The director of IT at Lake City Council, Florida, has been fired following a ransomware attack that resulted in the city being 'shut down' for three weeks, according to city manager, Joe Helfenberg.
Brian Hawkins' position was terminated last week following the attack which resulted in the city paying $460,000 in Bitcoin.
The attack, which has been described as a "triple threat" attack, disabled the city servers, phones and emails. Online systems were compromised three weeks ago by attacks, with the city agreeing to the ransom requested. It has approved the insurance company, Florida League of Cities, to pay 42 bitcoins valued at $460,000 at the time. However, the city paid a $10,000 deductible for the decryption key to restore their online systems. It was confirmed that this resulted in one IT member being fired, however it has not been confirmed specifically why.

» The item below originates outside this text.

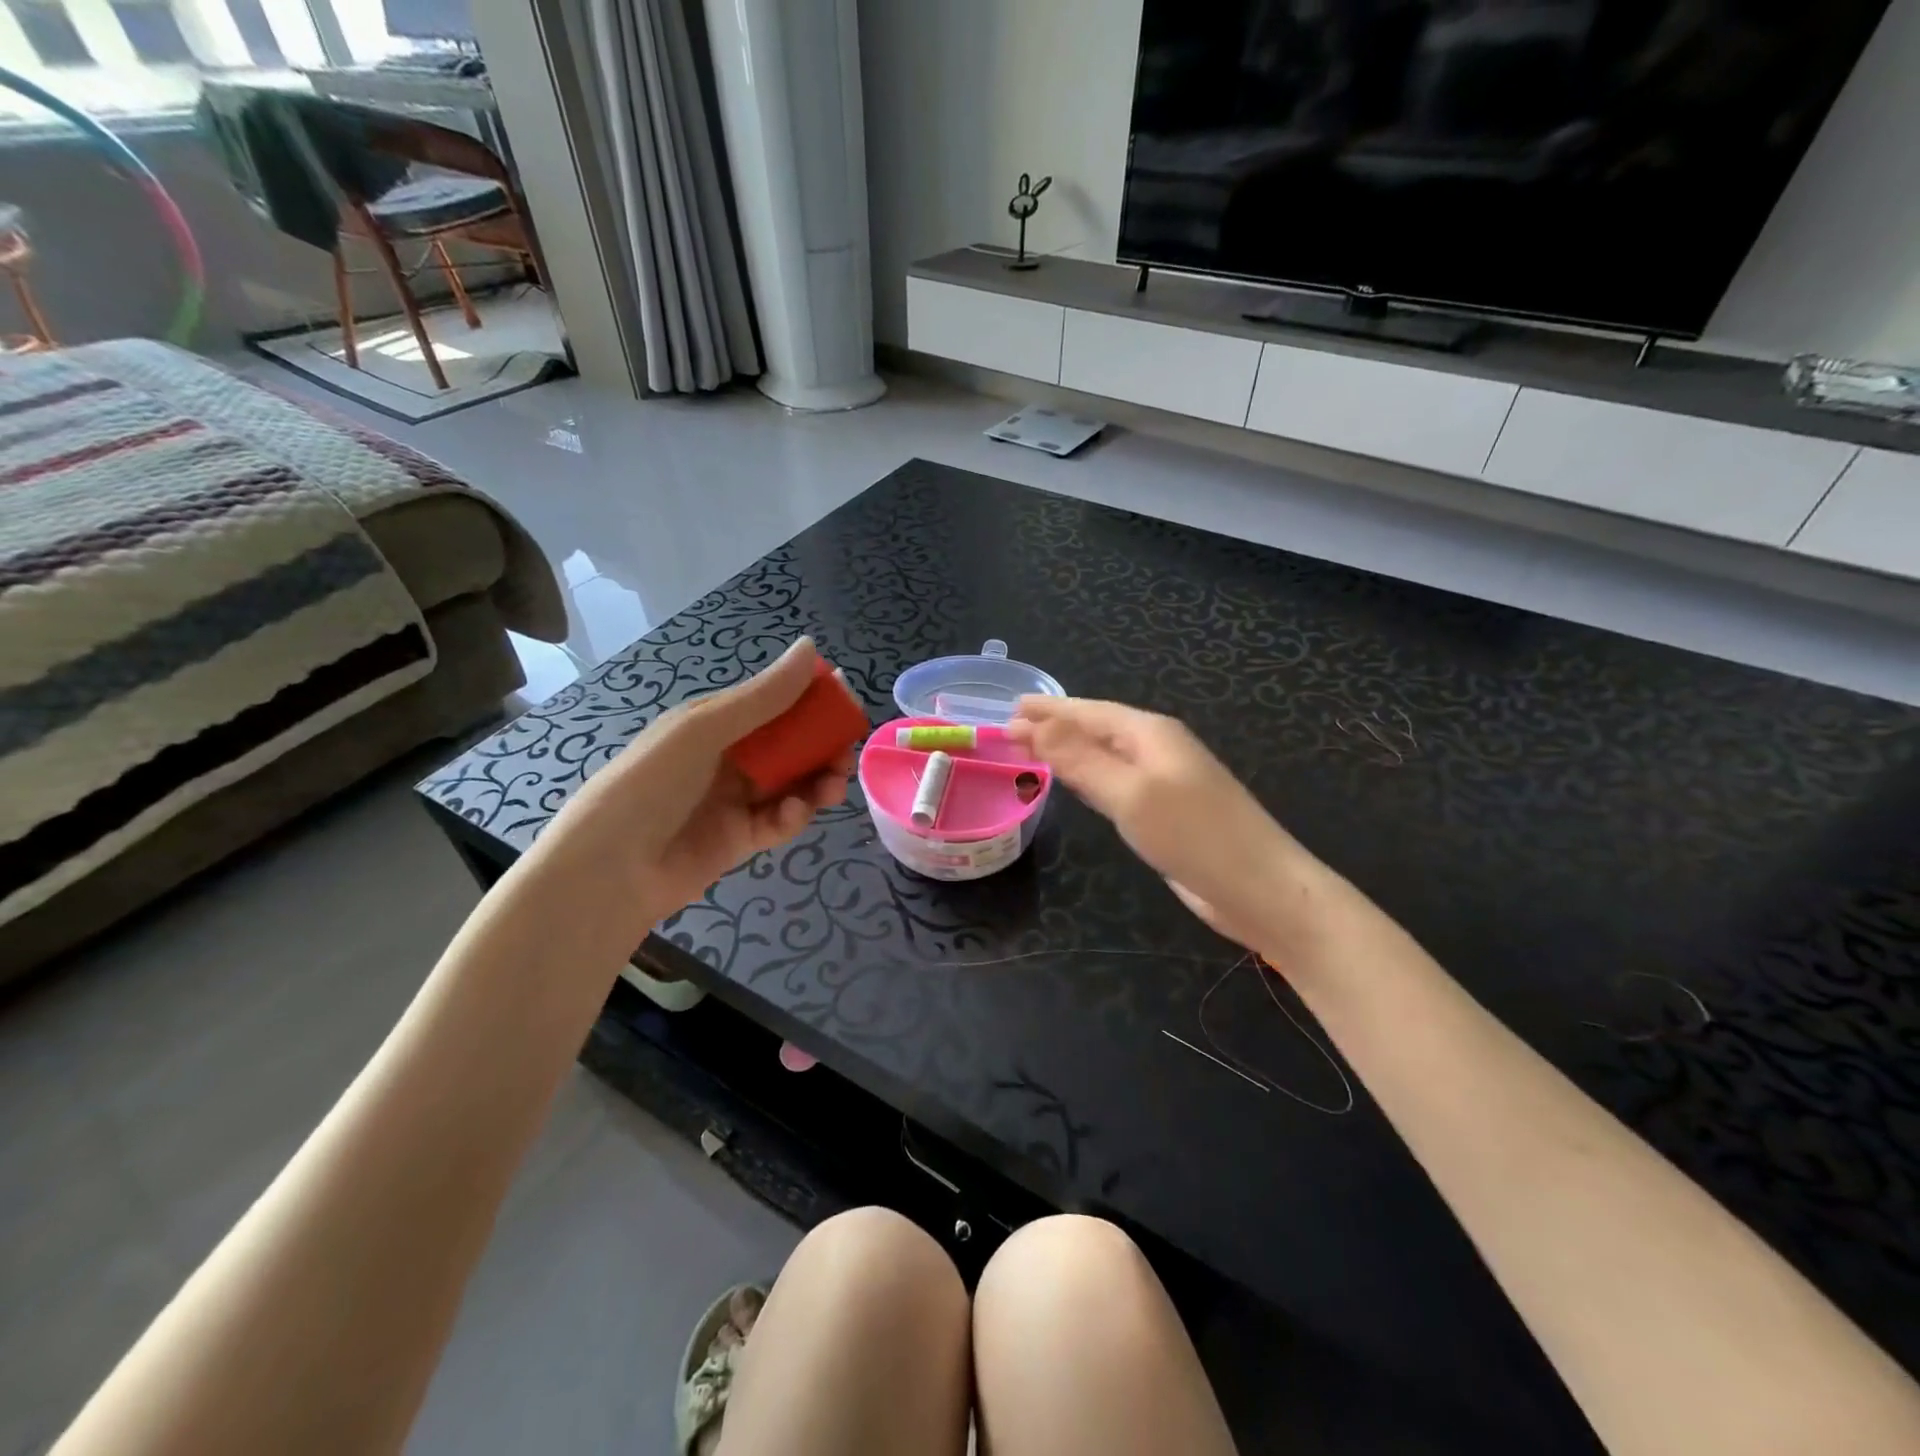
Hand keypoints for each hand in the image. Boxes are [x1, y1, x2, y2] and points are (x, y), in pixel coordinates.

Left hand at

"Our city manager did make a decision to terminate one employee, and he is revamping our whole IT department to comply with what we need to be able to overcome what happened this last week or so, and that's so it doesn't happen again," Lake City Mayor Stephen Witt told WCJB.
Investigations are ongoing, according to Lake City officials, but the Mayor isn't optimistic that the attacker will be tracked down: "Because they used the Bitcoin to collect this money, the Bitcoin is not traceable once you make this ransom payment, it's not like the authorities can hunt these people down, and a lot of these people are from eastern bloc countries or non-extradition countries, so even if we know who they are we can't go get them."
According to WCJB, Helfenberg will updated the city council about the recovery of their encrypted files at a city council meeting on Monday evening. There it was agreed that the City would pay the ransom.
Lake City's police department and the Florida Department of Law Enforcement is investigating the case, according to Mayor Witt. The FBI is also conducting a wider investigation following ransomware attacks on other American cities.